Trauma Resolution for
the Betrayed Partner & The Sex Addict


The initial trauma for partners of sex addicts is often the day they discover they are living with a stranger, a stranger who has affairs, or illicit sex, or is pornography obsessed, who has a secret life outside their relationship.

The trauma is repeated as they learn the ways their partner has and will lie and cheat to continue the addiction. Even if the relationship ends or the addict gets into recovery, the resulting partner’s PTSD is challenging to heal.

Emotional trauma is defined as any distressing experience that causes emotional shock and may have long-lasting psychological effects. Trauma resolution is accomplished when the painful memory or event no longer triggers anxious reactions or distorted thoughts. The goal of treatment is to assist the client in desensitizing and processing painful experiences in order to integrate the event into their life story.

Both parties have been through excruciating pain up until this point, whether it be from discovery or from the despair of hiding your destructive and hurtful behavior from your loved ones, trauma develops from the experience. For the betrayed partner, the initial trauma is often the day of discovery where they realize that they are living with a stranger, a stranger who has affairs, or illicit sex, or is obsessed with pornography, who has a secret life (often considered a double life) outside their relationship. Once the initial shock and horror have sunk in, a multitude of feelings are to be expected- rage, disgust, despair and excessive thoughts and obsessions begin about all the past experiences shared together. Reviewing every single memory they shared as a way to figure out how this vital information has been missed. Potentially blaming ourselves for the addict’s choice. The trauma can be repeated or increased over time with staggered disclosures of information, with finding out new details that the addict hadn’t revealed, or in snooping behaviors. Post Traumatic Stress Disorder (PTSD) is a very common experience for the betrayed partner and this pain can be difficult to heal. The goal of treatment is to assist the client in processing and healing from their tremendous pain through psychoeducation, skills building, experiential transformation, and integrating this event into their life story.

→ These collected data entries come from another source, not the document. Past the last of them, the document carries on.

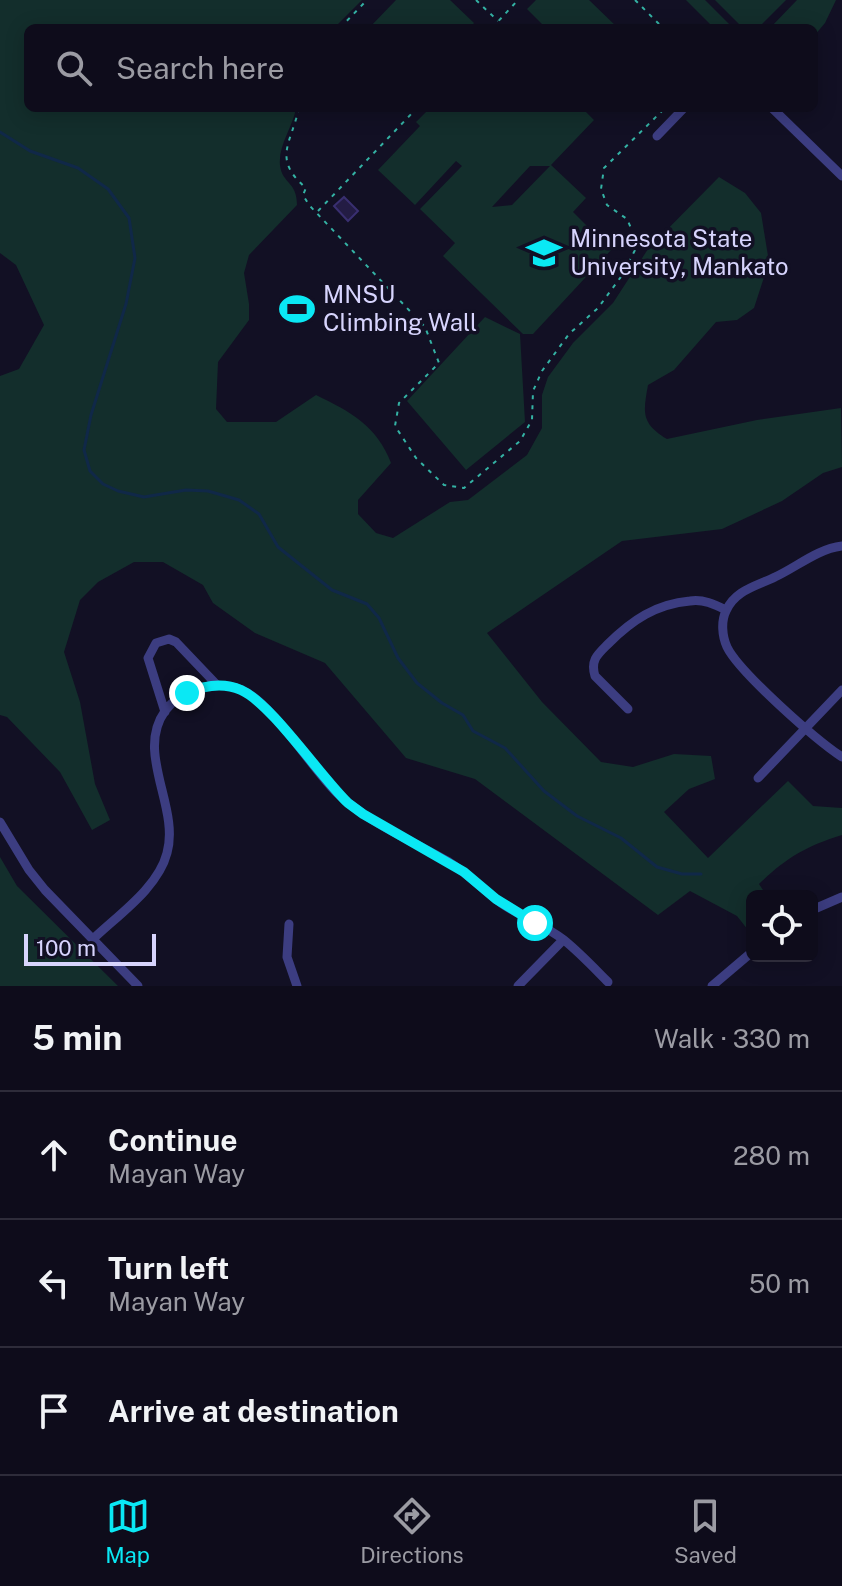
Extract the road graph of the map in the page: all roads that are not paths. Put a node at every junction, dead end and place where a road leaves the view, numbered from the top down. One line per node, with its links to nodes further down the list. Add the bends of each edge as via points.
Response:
1 (680, 112): 3 (street)
2 (776, 112): 4 (street)
3 (657, 136)
4 (842, 176)
5 (842, 546): 6 (street, via 744,590)
6 (726, 610): 9 (street, via 699,600 667,605 636,618 615,637 596,657 593,670); 11 (street, via 723,638 730,652)
7 (217, 685): 10 (street, via 187,693); 10 (street, via 176,642 156,643 148,658); 19 (street, via 240,689 258,701 335,790 363,814 464,872 513,911)
8 (842, 690): 11 (street)
9 (628, 709)
10 (165, 712): 18 (street, via 155,749 171,831 167,854 147,887)
11 (806, 728): 12 (street); 13 (street)
12 (842, 757)
13 (758, 778)
14 (0, 822): 18 (street, via 29,870)
15 (842, 897): 16 (street)
16 (818, 907)
17 (289, 924): 23 (street, via 287,957)
18 (93, 939): 22 (street)
19 (563, 940): 21 (street); 24 (street)
20 (746, 957): 25 (street)
21 (608, 982)
22 (138, 986)
23 (297, 986)
24 (518, 986)
25 (712, 986)

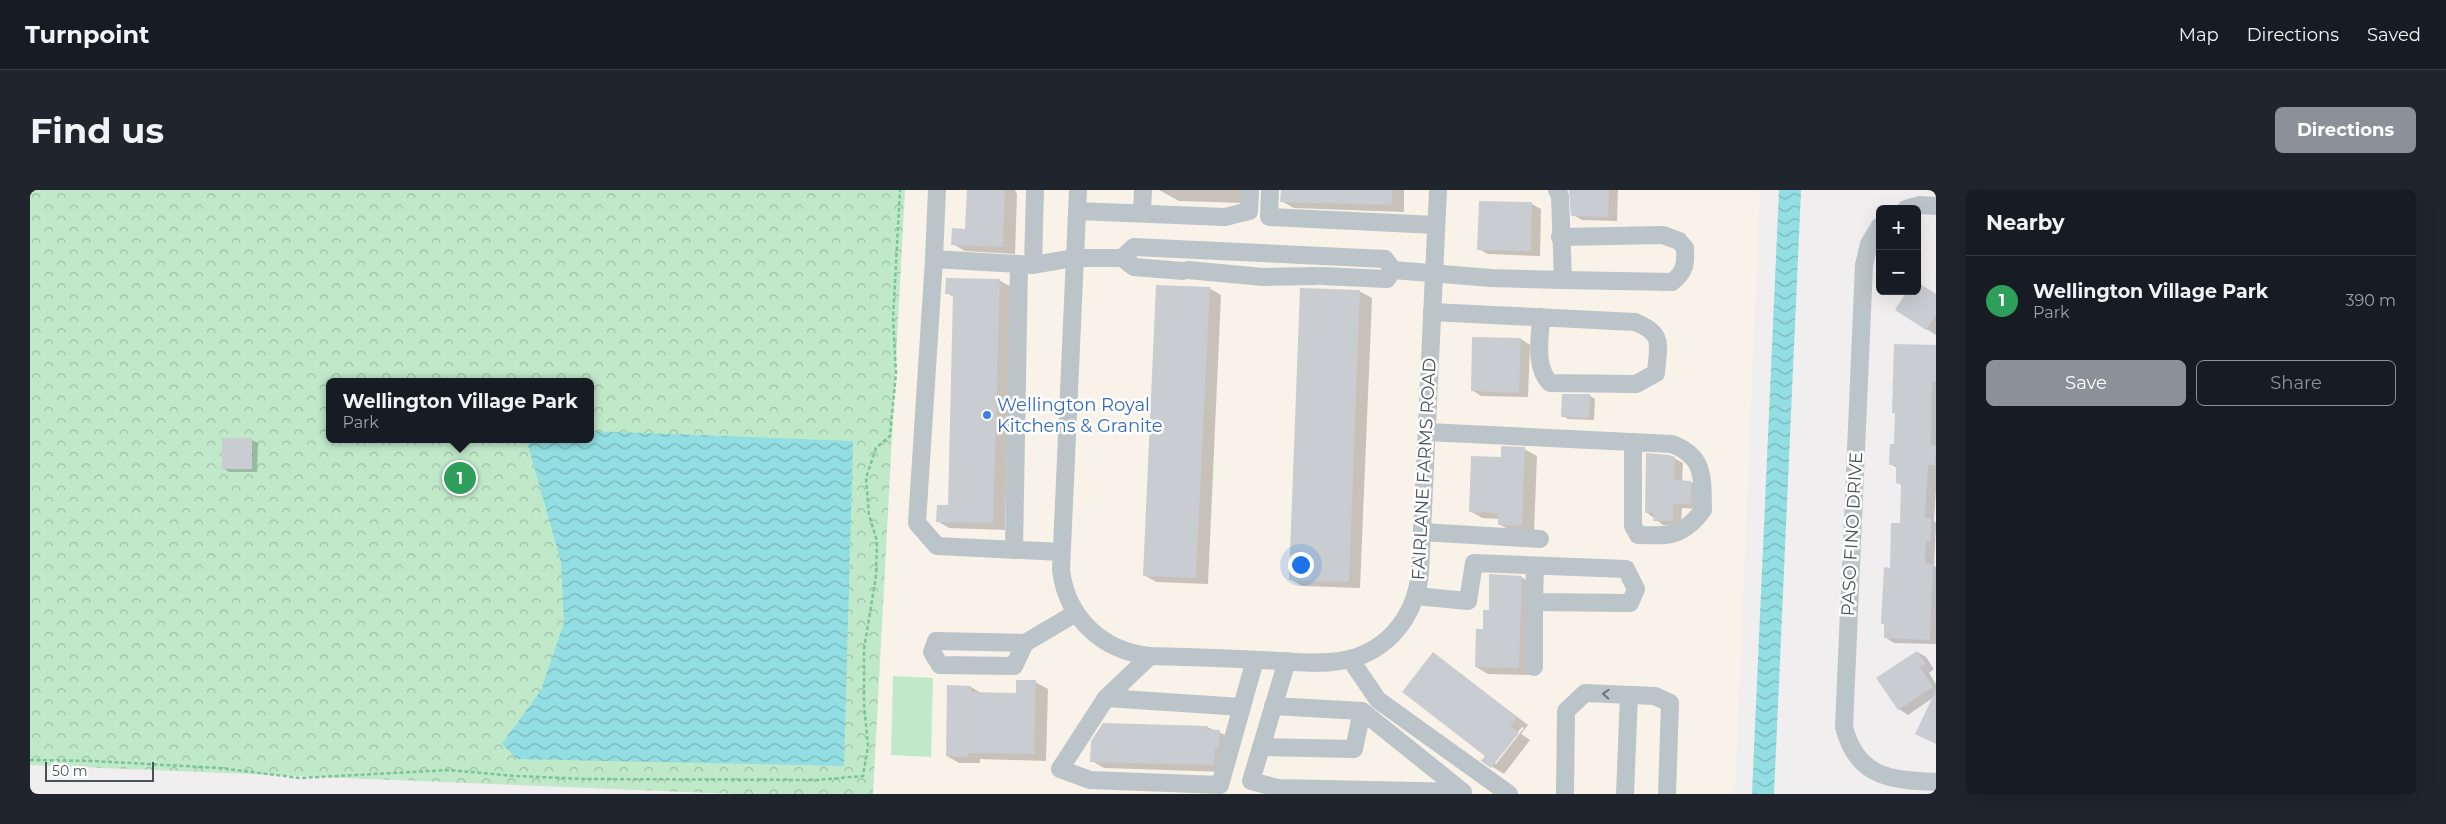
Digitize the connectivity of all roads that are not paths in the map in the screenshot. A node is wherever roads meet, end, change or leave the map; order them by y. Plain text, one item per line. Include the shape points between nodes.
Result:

For the Sex addict, they too have trauma, and often PTSD as well, from their own behavioral choices, the impact the consequences have on them and their loved ones, and from their family of origin. Working to process through their experiences, cognitive distortions, core beliefs which impact their thinking and behavior have proven to be effective. Often times it takes the Sex Addict longer to realize their own PTSD because of the crisis that usually brings them in for help. Once the crisis and addiction work have begun helping them and there is some sobriety then they can start to examine their feelings and thoughts that drove them to act out in the first place.

Often times the sex addict uses numbing techniques and distracting ways to avoid facing their tremendous fears. These fears often include: abandonment, criticism, rejection, being found unworthy of love, being able to feel close and safe, feeling in control of relationships, and difficulty bonding with another. All of these characteristics develop from a history of trauma, neglect, and/or abuse. The sex addict tends to be particularly vulnerable and narcissistic to their core, and are often enmeshed with their spouse with whom they draw a sense of self. These patterns develop from unhealthy dynamics and dysfunctional relationships from childhood.